If invited over at someone's house to either eat or hang out, Do be sure to dress appropriately (i.e. no shorts, sportswear, saggy pants) as they do pride themselves on etiquette and presentability. The table is considered a sacred place; As a general rule, do not smoke, leave without informing your hosts, drink excessively, use swear words, or talk negatively about someone or something.
A great deal of respect is needed when discussing the Beslan Hostage crisis; It is an understandably touchy subject in North Ossetia.
Do not make any comments about the very bitter Georgia-South Ossetia conflict. These people are supportive of their southern counterparts struggle against Georgia and do not have a favorable perception of Georgia at all.
In North Ossetia there are three GSM operators (MTS,Beeline,Megafon), one 3G-UMTS operator (Beeline) and one CDMA 2000 operator on 450 MHz frequency (SkyLink) and they often have offers that give you a SIM card for free or at least very cheap. If you are planning to stay a while and to keep in touch with North Ossetian and other North-Caucasus people, then you should consider buying a local SIM card instead of going on roaming. If you buy a SIM card from a shop you'll need your passport for identification.
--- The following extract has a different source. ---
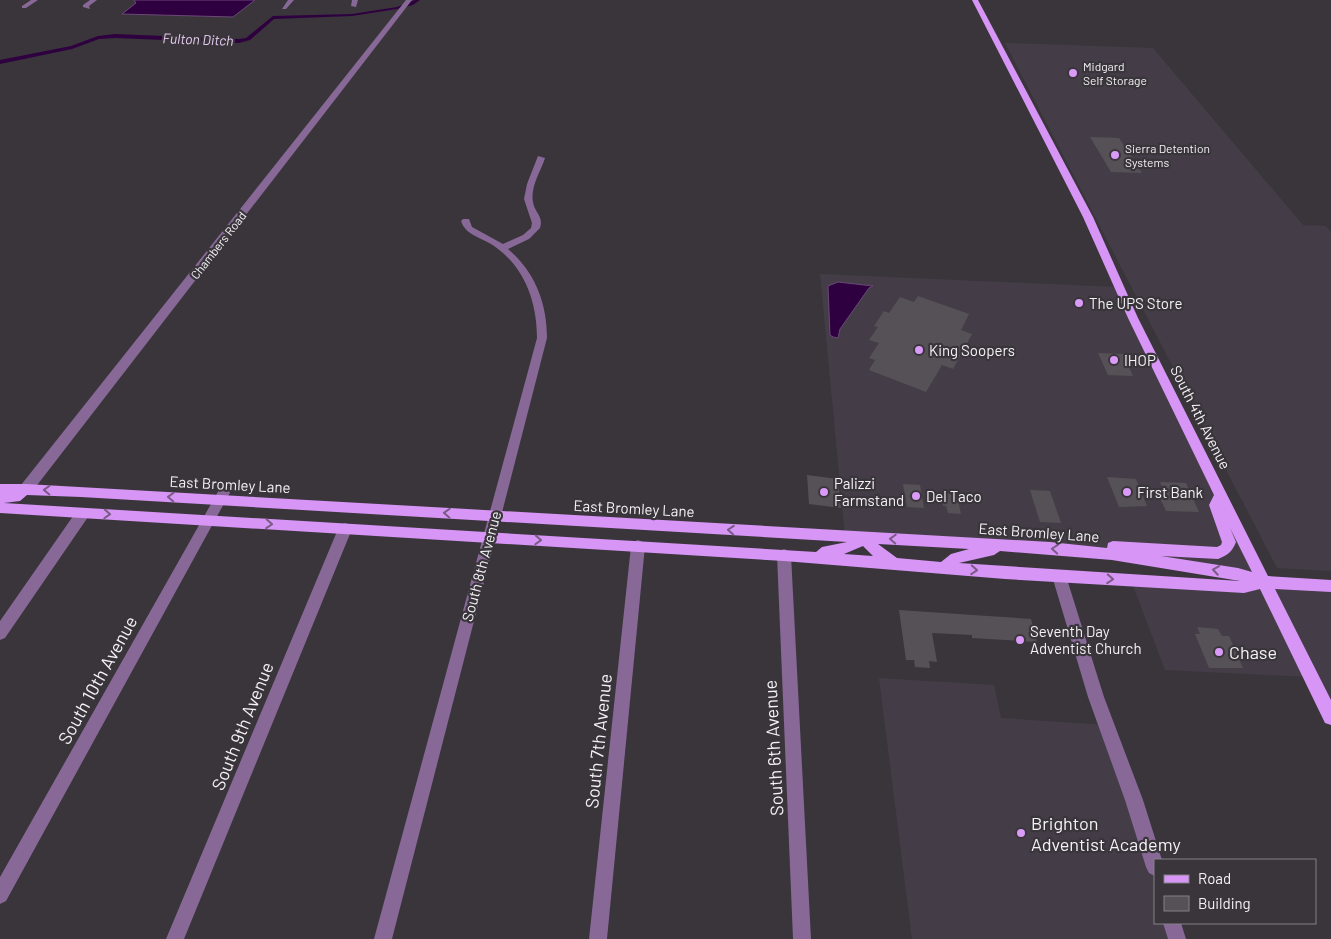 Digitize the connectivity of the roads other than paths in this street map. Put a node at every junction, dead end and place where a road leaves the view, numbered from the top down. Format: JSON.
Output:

It only takes five minutes to do the paperwork and it will cost less than $10.
As of 2012 the border with Georgia at Kazbegi was open to all third country nationals with no special complications apart from the need to track down insurance in Vladikavkaz if coming into Russia from Georgia. Travel east to Dagestan should be done in roundabout fashion through Nalchik, Kabardino-Balkaria to avoid extremely unstable Chechnya and Ingushetia. Expect shady border officials to question you at length as to your travels when leaving. UPDATE: As of 2015, the security situation along the highway seems stable and travelling directly between Vladikavkaz and Dagestan is perfectly feasible. Just use common sense as always, and you should be fine. Derbent might have some military checkpoints at the entrances to the city proper; however, these are friendly soldiers which appears to stop you briefly and then let you pass through. As always, speaking some Russian is a tremendous help in these regions, of course.